Forget polite clapping and gentle cadences—this spring brings a new kind of reading. Mainstream authors are staging events that are as much theater as recitation—everything from shuffleboard to shepherds. Some examples:

Rodney Rothman: The author of My Fake Retirement—in which a 20-something abandons urban life for a Florida retirement community—did a reading at the community last week... at 11 a.m. "I'm pretty sure it was a first for S&S," said editor Geoff Kloske of the bagels-and-lox event.

Sam Apple: Yiddish folk songs, shepherds and a Holocaust museum. No, not a new Jonathan Safran Foer story—a reading for Apple's nonfiction Schlepping Through the Alps.The author brought his main character, an Austrian Jewish shepherd fond of singing as he guides his flock. A packed house joined in on faves like "A Pasterkh's Tsores"("A Shepherd's Sorrows") at New York's Museum of Jewish Heritage.

Jonathan Ames: Okay, it wasn't technically a reading, but any event that has Rick Moody with a room full of transsexuals should count for something.
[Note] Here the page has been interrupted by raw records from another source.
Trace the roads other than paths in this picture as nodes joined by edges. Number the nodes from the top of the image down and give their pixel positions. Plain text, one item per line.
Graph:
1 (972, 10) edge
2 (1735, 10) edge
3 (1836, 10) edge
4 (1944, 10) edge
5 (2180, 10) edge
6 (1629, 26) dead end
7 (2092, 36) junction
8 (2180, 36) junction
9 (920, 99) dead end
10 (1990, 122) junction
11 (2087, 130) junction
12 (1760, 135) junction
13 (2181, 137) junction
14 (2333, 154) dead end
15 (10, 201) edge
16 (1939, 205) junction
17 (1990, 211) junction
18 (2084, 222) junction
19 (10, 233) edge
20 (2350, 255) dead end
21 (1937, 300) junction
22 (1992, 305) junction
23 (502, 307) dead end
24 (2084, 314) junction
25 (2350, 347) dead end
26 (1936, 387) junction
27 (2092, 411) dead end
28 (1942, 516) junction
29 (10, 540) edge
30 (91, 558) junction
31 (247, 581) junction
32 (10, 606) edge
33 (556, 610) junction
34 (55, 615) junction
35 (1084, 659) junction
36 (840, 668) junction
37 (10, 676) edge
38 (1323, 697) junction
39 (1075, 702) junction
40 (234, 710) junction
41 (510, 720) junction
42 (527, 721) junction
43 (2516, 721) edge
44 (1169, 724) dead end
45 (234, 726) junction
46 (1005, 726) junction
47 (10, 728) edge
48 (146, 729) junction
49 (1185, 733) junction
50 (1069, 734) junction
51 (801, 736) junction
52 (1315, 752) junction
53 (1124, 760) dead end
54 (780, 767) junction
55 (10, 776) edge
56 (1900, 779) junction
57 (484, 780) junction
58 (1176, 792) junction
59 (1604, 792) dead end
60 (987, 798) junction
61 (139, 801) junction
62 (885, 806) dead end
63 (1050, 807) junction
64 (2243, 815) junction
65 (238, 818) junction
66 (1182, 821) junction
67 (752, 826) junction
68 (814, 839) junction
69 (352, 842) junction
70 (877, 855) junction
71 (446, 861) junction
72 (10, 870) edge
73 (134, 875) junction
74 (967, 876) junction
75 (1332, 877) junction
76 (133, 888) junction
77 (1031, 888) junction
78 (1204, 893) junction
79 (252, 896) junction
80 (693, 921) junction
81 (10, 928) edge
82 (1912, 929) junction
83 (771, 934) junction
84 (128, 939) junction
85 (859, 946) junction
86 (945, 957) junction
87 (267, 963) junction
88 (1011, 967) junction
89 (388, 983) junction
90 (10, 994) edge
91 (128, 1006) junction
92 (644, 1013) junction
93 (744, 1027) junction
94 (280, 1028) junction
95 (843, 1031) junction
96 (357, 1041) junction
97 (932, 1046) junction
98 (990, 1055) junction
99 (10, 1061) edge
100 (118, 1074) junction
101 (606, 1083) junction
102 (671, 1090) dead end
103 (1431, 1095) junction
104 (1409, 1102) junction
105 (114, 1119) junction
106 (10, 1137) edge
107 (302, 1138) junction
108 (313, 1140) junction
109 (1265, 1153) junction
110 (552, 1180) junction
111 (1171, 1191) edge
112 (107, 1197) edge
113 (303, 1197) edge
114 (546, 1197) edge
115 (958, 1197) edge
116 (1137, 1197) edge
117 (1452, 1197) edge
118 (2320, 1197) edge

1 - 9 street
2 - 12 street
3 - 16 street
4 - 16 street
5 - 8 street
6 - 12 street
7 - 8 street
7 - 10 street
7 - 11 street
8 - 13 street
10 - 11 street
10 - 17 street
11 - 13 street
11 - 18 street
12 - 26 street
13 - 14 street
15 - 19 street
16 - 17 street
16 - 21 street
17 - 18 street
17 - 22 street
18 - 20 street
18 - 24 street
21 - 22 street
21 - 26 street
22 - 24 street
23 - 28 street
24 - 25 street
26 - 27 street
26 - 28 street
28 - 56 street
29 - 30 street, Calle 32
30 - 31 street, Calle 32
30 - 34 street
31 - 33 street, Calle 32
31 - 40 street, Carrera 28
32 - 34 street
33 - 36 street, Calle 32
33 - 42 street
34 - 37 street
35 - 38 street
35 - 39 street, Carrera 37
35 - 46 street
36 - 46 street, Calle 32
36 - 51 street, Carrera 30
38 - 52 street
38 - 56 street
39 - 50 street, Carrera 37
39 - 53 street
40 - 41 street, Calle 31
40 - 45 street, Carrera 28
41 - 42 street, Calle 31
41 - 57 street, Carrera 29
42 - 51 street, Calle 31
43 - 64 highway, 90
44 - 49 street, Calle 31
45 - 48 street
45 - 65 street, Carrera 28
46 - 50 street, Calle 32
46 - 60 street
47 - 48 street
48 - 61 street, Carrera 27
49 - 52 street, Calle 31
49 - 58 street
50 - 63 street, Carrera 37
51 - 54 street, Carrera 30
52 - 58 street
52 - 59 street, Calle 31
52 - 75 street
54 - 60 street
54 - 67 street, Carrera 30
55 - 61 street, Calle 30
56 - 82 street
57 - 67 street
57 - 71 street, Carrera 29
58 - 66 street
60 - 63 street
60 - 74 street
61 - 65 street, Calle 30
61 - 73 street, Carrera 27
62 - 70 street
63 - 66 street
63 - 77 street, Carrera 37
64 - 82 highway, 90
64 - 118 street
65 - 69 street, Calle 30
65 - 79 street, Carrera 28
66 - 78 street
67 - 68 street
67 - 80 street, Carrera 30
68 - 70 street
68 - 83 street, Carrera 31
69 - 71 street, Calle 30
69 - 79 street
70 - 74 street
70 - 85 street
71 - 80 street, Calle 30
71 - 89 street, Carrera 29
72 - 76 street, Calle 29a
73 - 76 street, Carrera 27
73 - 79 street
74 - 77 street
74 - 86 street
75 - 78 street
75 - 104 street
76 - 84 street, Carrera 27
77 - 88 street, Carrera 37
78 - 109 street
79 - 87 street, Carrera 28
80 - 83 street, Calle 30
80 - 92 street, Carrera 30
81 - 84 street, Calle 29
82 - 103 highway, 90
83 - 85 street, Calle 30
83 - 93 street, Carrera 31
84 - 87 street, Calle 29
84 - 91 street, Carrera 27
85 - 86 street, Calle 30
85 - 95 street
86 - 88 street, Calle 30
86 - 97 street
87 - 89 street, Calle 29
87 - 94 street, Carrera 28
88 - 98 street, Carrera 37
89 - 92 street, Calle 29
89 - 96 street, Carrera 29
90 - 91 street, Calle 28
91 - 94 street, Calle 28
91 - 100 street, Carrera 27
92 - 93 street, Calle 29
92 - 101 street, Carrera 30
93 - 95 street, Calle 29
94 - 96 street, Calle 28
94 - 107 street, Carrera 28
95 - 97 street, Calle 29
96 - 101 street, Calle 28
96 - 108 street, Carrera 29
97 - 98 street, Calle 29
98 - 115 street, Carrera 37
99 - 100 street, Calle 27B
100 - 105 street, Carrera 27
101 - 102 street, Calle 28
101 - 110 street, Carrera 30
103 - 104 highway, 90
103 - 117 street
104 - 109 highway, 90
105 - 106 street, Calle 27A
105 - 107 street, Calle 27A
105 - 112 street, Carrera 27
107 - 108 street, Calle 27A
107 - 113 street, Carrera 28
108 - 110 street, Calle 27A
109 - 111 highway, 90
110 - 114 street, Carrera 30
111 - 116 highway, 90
For Ames's Sexual Metamorphosis, Vintage broke out colorful condoms and transsexuals at an event Gawker called a "bookish festival-o-gender."

So why has the author reading taken a turn for the weird? Because of attention span. "Readings are a dime a dozen now," said Vintage's Sloane Crosley. "An alternative venue tricks people into thinking they're not going to a reading until it's too late."